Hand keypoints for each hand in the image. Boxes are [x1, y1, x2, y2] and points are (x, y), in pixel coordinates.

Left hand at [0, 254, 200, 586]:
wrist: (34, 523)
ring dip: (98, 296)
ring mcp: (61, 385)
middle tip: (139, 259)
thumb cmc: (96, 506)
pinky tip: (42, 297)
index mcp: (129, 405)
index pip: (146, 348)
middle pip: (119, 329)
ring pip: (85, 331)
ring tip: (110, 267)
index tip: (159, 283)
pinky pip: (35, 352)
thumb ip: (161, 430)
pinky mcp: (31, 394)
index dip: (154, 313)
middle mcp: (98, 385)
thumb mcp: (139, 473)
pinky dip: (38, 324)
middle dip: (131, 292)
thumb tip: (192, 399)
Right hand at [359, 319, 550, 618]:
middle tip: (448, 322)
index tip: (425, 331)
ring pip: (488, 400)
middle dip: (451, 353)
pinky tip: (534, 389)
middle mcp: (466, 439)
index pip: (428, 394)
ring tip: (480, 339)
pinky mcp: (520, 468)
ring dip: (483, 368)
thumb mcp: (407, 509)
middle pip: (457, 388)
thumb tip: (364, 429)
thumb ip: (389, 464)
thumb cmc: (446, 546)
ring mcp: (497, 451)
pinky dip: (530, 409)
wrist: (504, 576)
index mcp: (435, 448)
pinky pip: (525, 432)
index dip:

━━━━

What to do >> Set down the material above in full, keeping each line exactly as it is.

Answer area >>
Hand keypoints for each hand in the image. Boxes are [x1, y1, x2, y2] and points are (x, y), in pixel coordinates.

Left hand at [0, 254, 200, 586]:
wrist: (34, 523)
ring dip: (98, 296)
ring mcp: (61, 385)
middle tip: (139, 259)
thumb cmc: (96, 506)
pinky tip: (42, 297)
index mcp: (129, 405)
index pip: (146, 348)
middle pip: (119, 329)
ring pip: (85, 331)
ring tip: (110, 267)
index tip: (159, 283)
pinky pip: (35, 352)
thumb ip: (161, 430)
pinky mcp: (31, 394)
index dip: (154, 313)
middle mcp: (98, 385)
thumb mcp: (139, 473)
pinky dip: (38, 324)
middle dip: (131, 292)
thumb tip: (192, 399)
Right hand at [359, 319, 550, 618]:
middle tip: (448, 322)
index tip: (425, 331)
ring pip: (488, 400)
middle dip: (451, 353)
pinky tip: (534, 389)
middle mcp: (466, 439)
index pip: (428, 394)
ring tip: (480, 339)
pinky mcp: (520, 468)
ring dip: (483, 368)
thumb mcp: (407, 509)
middle pip: (457, 388)
thumb tip: (364, 429)
thumb ip: (389, 464)
thumb cmc: (446, 546)
ring mcp: (497, 451)
pinky dip: (530, 409)
wrist: (504, 576)
index mcp: (435, 448)
pinky pip: (525, 432)
index dip:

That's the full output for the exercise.